Pour Ségolène Royal, incarnée en la personne de Dominique Bertinotti, la réforme bancaire passe aussi avant tout. « C’est la loi de l’argent qui domine, nous assistons à une marchandisation du service public. La crise, exceptionnelle, nécessite des mesures exceptionnelles. Il faut recentrer les banques sur leur vrai métier, à savoir prêter », a affirmé la maire du IV ème arrondissement de Paris en évoquant la création d’une banque publique d’investissement.
Représentant Martine Aubry, le député Régis Juanico a rappelé la nécessité de défendre le pouvoir d’achat et de mutualiser les aides via les banques d’investissement : « Il faut donner un coup de pouce au SMIC, il y a un rattrapage de cinq cents euros à faire ».

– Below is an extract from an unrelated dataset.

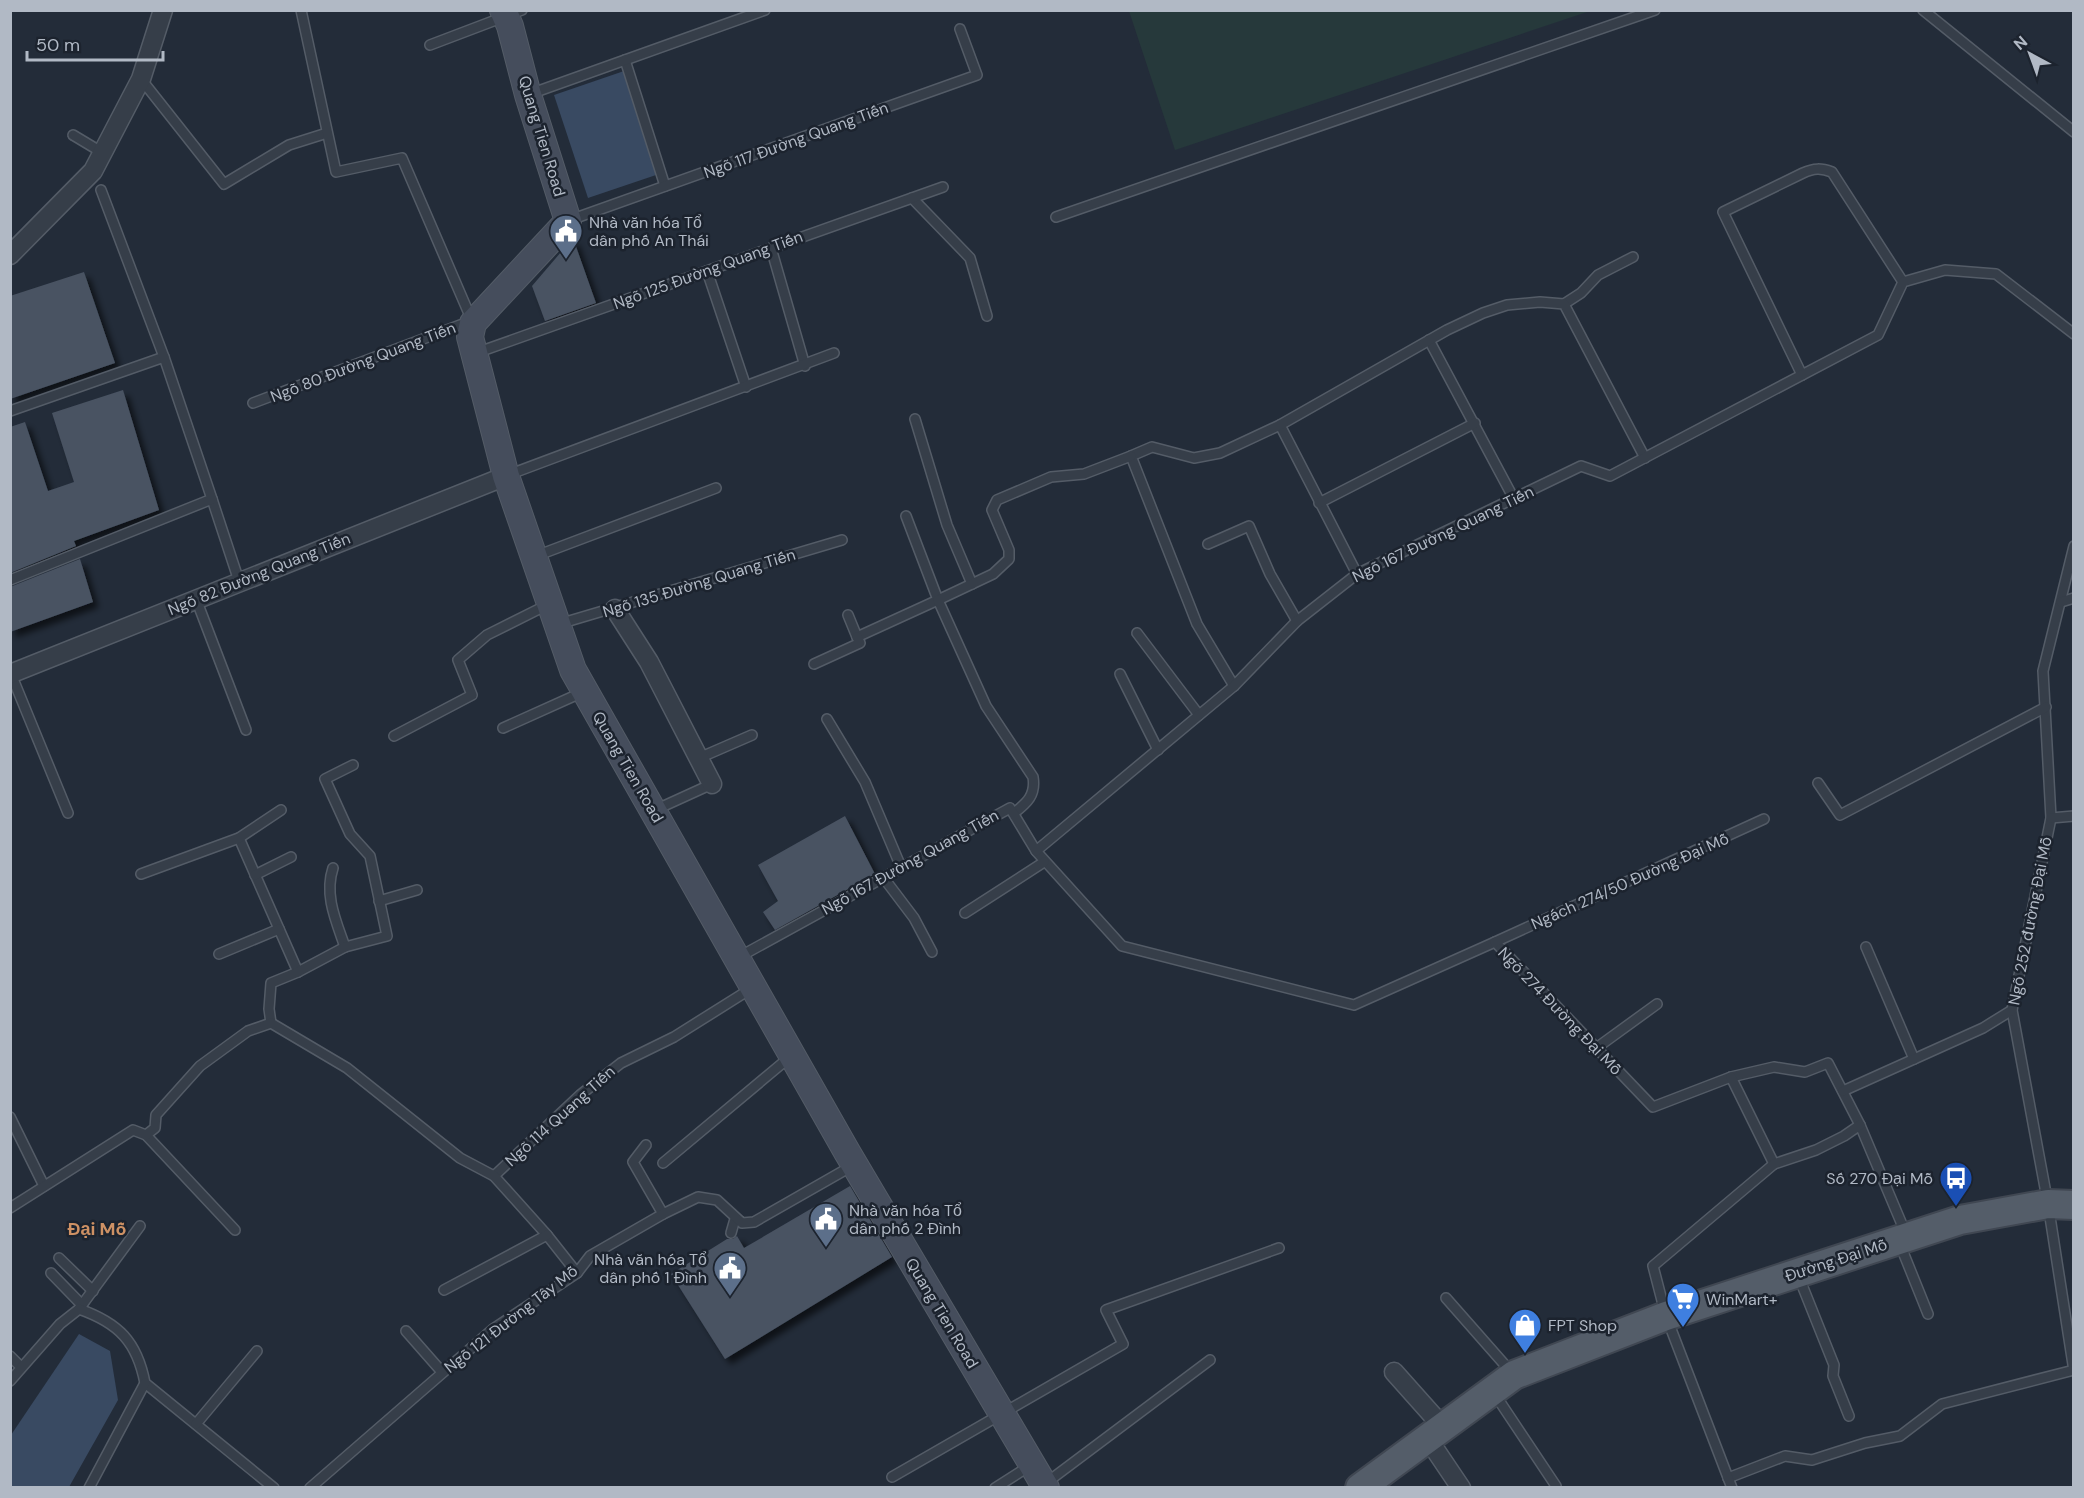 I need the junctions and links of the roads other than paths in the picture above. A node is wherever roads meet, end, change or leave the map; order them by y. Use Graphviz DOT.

Roger-Gérard Schwartzenberg, président d’honneur du Parti radical de gauche (PRG) a défendu le programme de Jean-Michel Baylet, le candidat du PRG, en revenant sur la notion de « progrès social » cher à son parti avant d’évoquer les « cadeaux fiscaux accordés au privilégiés », qualifiant l’UMP « d’Union pour un Maximum de Privilèges ». Et d’évoquer les niches fiscales : « Elles représentent 104 milliards d’euros. Le PS propose la reprise de 50 milliards d’euros de ces niches pour endiguer la dette et aider les secteurs en difficulté.»
A la question de Michèle Cotta : « Qu’est-ce que vous faites durant les six premiers mois, si vous êtes élus ? », Ali Soumaré, conseiller régional d’Île de France et représentant de Manuel Valls, s’est levé pour défendre la réduction de la dette «primordiale» alors qu’ aujourd’hui, «on paye autant d’intérêts que ce que l’on emprunte.»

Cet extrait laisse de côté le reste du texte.